Craig married his long-time dance partner, Lucy Renzi, and they lived in Falls Church, Virginia. Craig Hutchinson passed away peacefully October 30th, 2007 after a valiant battle with cortico basilar ganglionic degeneration. (Imagine Lou Garretts disease mixed with Alzheimers.) Craig, who received a purple heart in Vietnam, is buried in Arlington Cemetery.
Robert Bryant has been a Swing dance enthusiast for over forty years. He established the United States Swing Dance Council and helped establish West Coast Swing as the State Dance of California. He and others are responsible for bringing the East and West Coasts together. He is one of ten people who established the Greater Phoenix Swing Dance Club and the 4th of July Convention of Phoenix. Since that time, he has helped many clubs and conventions get their start. Robert's efforts to promote Swing have been honored by the Michigan, Seattle, Phoenix, Denver, Texas, California, Missouri, Oklahoma, and numerous other Swing organizations.
Teacher, adjudicator, coach, choreographer, and dance theorist for three decades, Robert Bryant has helped many Swing and National Ballroom dancers improve their dancing. He has conducted seminars on teaching and judging. He has his teaching certification from the National Council Dance Teach Organization "NCDTO" (now called The National Dance Council of America, "NDCD"), plus the Terpsichore Association "USTA", the Golden State Dance Teacher Association "GSDTA", and many more. His certification of instruction is at all levels of American dances and a few International dances. He specializes in West Coast Swing and Latin dances.
Sherry Lawson Martin has been dancing for over forty years and has been teaching West Coast Swing for over twenty years. In the summer of 1983 she met Dave and Betty Miller at "Stingers Lounge" who encouraged her to join the Southside Dance Club. She danced in her first competition with Bobby Hawkins that fall at Northside Missouri State. In 1984, her real inspiration came when she saw Barry Jones and Judy Ford dance to "It's Raining Men" at her first Midwest Challenge event.
Sherry has competed, taught, and judged all over the country. Dancing is a major part of her life, which she loves to share with others. She has been blessed with some wonderful awards, including the National Swing Dance Hall of Fame; Dallas Dance Hall of Fame; Midwest Swing Dance Hall of Fame; the U. S. Open Humanitarian Award; and Member of the Year at her local club. She says, "The best feeling in the world is being recognized by your peers!" And, she has learned over the years that every dancer in the audience is on the performer's side - "Everyone wants you to do your best."

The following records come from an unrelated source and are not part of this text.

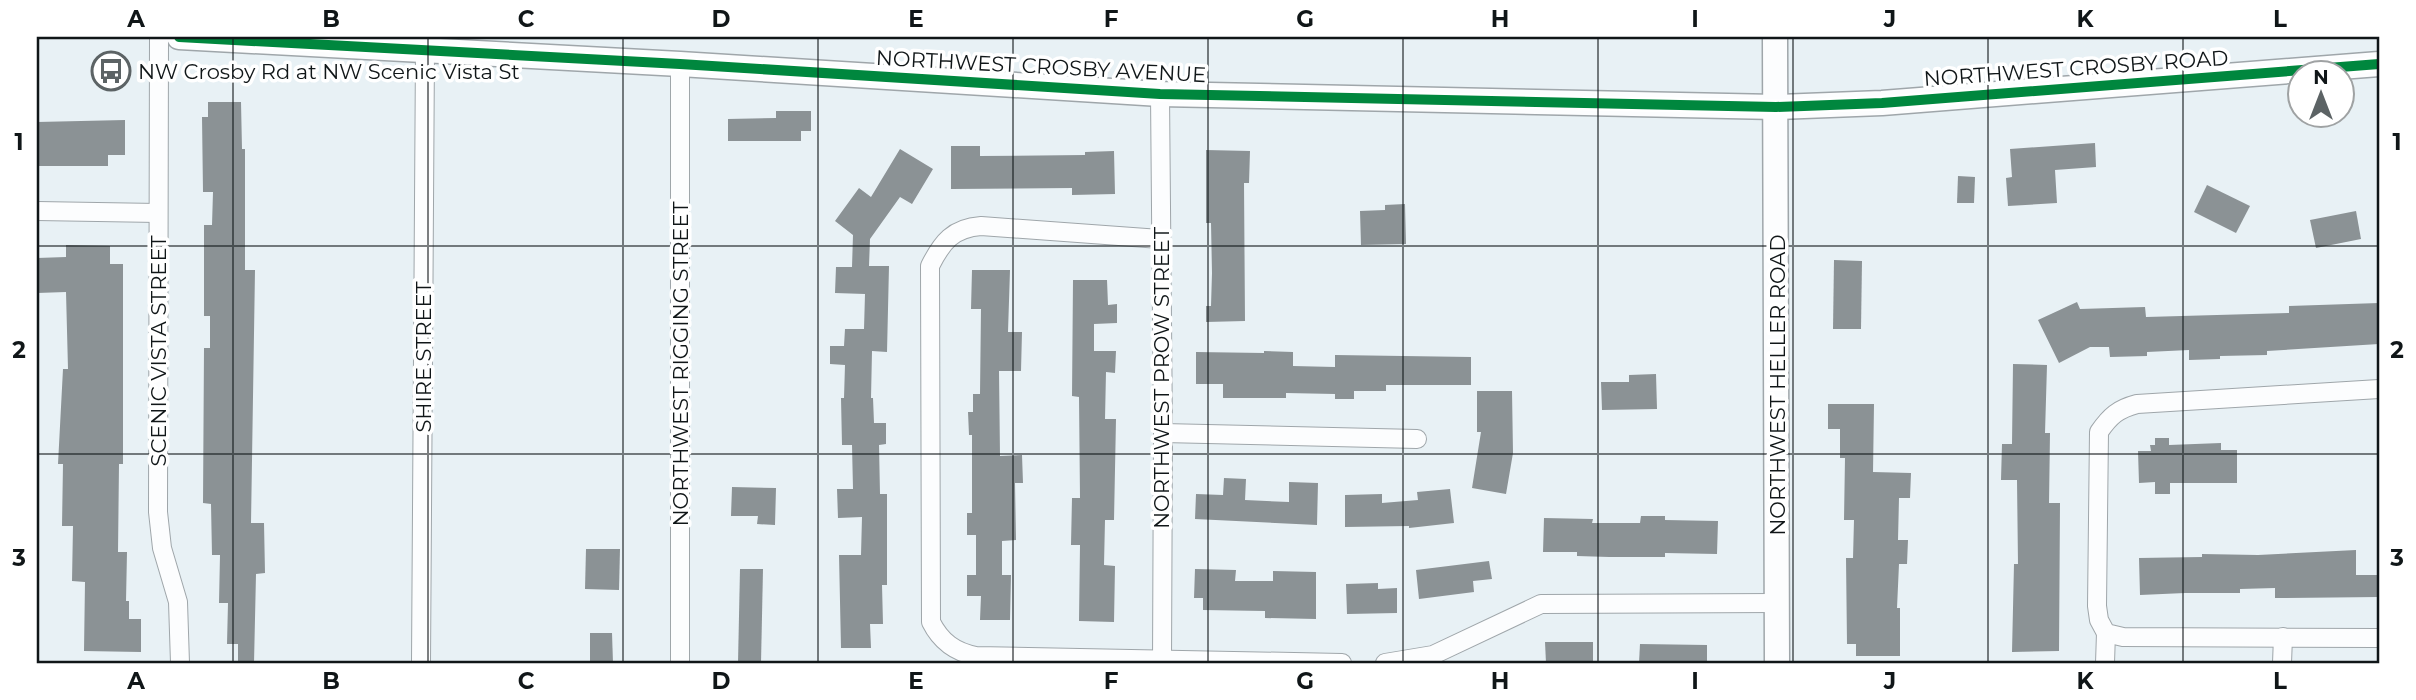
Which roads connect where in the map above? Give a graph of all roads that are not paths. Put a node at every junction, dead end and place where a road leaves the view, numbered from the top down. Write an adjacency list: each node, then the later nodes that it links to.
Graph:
1 (159, 37): 10 (street, SCENIC VISTA STREET)
2 (179, 37): 4 (street, NORTHWEST CROSBY AVENUE)
3 (1775, 37): 8 (street, NORTHWEST HELLER ROAD)
4 (425, 50): 5 (street, NORTHWEST CROSBY AVENUE); 21 (street, SHIRE STREET)
5 (680, 64): 7 (street, NORTHWEST CROSBY AVENUE); 22 (street, NORTHWEST RIGGING STREET)
6 (2379, 64): 8 (street, NORTHWEST CROSBY ROAD)
7 (1160, 94): 8 (street, NORTHWEST CROSBY AVENUE); 11 (street, NORTHWEST PROW STREET)
8 (1776, 107): 15 (street, NORTHWEST HELLER ROAD)
9 (37, 211): 10 (street)
10 (158, 213): 20 (street, SCENIC VISTA STREET)
11 (1160, 239): 13 (street, NORTHWEST PROW STREET); 19 (street)
12 (2379, 389): 16 (street)
13 (1163, 433): 14 (street); 19 (street, NORTHWEST PROW STREET)
14 (1417, 439)
15 (1777, 603): 24 (street); 25 (street, NORTHWEST HELLER ROAD)
16 (2106, 633): 17 (street); 26 (street)
17 (2283, 637): 18 (street); 27 (street)
18 (2379, 638)
19 (1162, 661): 23 (street)
20 (180, 663)
21 (421, 663)
22 (680, 663)
23 (1342, 663)
24 (1385, 663)
25 (1777, 663)
26 (2105, 663)
27 (2282, 663)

Sherry has won so many competitions, the list below does not include them all. When asked why she has competed so much, she says she loves to perform and is a real ham. She compares performing on the dance floor to the rush one gets riding the Screaming Eagle. She also loves the friends, fun, exercise, knowledge, and travel that dancing has brought into her life. She teaches because she has taken so many dance classes that she feels she has a lot to share, and she wears her U.S. Open and Dallas Dance Hall of Fame rings always, "They're my diamonds!"
A little know fact about Sherry is that she's a fairly good artist and is a real "house mouse" because she loves to cook, sew, and garden. She hopes the dance community will continue to grow and try new things, with dancers incorporating the best of every form of Swing into their dance. As Sherry puts it, "Life is a process of change and growth, and dancing should be the same."